Researchers propose observational audit to detect label leakage in machine learning models

by

Researchers have introduced an observational auditing framework designed to measure whether machine learning models reveal training labels, and they describe the approach in a new paper. The method aims to lower the engineering burden of privacy testing by avoiding changes to training datasets.

Previous privacy audits commonly relied on inserting canaries – artificial records added to training data – to see if models memorized and later revealed them. That tactic exposed privacy problems but created operational hurdles because many production training pipelines limit dataset changes and require additional review.

The observational audit works by giving an auditor access to a mixed set of labels after the model is trained: some labels are the originals used in training and others are produced by a proxy model. An attacker attempt to guess which records kept their original labels; success above chance indicates the trained model leaked label information. The auditor converts the attacker’s score into a privacy metric that can be compared across methods.

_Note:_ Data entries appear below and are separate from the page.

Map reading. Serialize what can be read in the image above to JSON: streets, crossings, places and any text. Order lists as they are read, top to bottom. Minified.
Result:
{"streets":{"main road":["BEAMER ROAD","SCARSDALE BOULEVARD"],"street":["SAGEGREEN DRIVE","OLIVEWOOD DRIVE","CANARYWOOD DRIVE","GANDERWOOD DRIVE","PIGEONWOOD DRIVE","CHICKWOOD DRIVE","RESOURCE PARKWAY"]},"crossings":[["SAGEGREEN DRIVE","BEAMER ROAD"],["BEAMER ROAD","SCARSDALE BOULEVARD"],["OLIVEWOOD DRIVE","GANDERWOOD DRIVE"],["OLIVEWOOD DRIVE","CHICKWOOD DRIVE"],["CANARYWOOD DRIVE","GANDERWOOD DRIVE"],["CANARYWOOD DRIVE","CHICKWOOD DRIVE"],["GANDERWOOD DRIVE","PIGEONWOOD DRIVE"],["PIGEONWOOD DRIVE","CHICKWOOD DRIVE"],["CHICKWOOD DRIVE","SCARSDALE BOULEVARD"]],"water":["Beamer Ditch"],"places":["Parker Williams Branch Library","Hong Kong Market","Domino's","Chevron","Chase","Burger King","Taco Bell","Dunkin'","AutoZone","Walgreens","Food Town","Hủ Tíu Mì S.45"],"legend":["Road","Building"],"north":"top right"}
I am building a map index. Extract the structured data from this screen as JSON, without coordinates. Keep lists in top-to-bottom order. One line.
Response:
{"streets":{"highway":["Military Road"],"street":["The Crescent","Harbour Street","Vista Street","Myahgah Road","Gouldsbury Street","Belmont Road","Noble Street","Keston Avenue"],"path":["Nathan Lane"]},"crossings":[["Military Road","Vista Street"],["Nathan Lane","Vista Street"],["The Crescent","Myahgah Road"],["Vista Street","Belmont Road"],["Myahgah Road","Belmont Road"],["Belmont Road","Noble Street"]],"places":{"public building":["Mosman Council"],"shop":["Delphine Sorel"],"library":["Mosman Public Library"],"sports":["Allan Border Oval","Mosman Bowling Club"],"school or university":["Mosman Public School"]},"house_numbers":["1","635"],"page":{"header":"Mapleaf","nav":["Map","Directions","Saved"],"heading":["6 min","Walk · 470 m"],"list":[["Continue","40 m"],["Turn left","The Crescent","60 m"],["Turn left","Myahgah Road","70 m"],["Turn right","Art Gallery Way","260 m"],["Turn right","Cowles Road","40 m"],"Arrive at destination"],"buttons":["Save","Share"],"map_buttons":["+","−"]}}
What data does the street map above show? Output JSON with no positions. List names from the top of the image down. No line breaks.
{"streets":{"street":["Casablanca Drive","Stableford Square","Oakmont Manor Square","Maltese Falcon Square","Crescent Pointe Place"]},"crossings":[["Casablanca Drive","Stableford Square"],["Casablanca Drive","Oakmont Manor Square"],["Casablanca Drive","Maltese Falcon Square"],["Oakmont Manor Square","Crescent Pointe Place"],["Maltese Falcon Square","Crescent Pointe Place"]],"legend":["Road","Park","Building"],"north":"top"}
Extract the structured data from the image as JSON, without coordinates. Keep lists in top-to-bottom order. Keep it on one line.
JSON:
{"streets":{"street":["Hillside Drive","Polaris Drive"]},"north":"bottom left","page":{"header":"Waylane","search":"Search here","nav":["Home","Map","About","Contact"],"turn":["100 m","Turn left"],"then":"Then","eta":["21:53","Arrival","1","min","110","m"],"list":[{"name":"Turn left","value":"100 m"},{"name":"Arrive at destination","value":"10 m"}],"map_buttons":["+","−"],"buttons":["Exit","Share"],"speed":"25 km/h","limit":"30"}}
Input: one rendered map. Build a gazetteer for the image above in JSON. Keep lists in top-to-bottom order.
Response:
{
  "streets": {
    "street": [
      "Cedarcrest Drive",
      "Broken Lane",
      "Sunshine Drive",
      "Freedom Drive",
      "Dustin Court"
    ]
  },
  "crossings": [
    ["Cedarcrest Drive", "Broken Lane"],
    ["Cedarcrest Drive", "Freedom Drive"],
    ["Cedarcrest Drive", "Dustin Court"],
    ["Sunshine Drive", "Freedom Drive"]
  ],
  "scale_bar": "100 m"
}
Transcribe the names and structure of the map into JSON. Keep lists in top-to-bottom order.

The study notes the proxy labels do not need to match training labels exactly and that an earlier checkpoint of the same model can serve as the proxy, which avoids extra model training. This design is intended to make the audit practical for systems that cannot be modified for each test.

Tests on two datasets – a small image collection used in research and a large click dataset collected over 24 days – showed a consistent pattern: stronger label-privacy settings reduced the auditor’s ability to distinguish training labels from proxy labels, while looser settings increased detectability. The authors also compared the new observational method to the planted-record approach and found both surfaced similar privacy issues.

The researchers argue the approach lowers the complexity of privacy auditing and can be applied where altering training data is impractical, allowing firms to test for label leakage without planted records or additional training. The summary here does not provide full numeric metrics or code availability from the study; readers should consult the paper for detailed results and experimental parameters.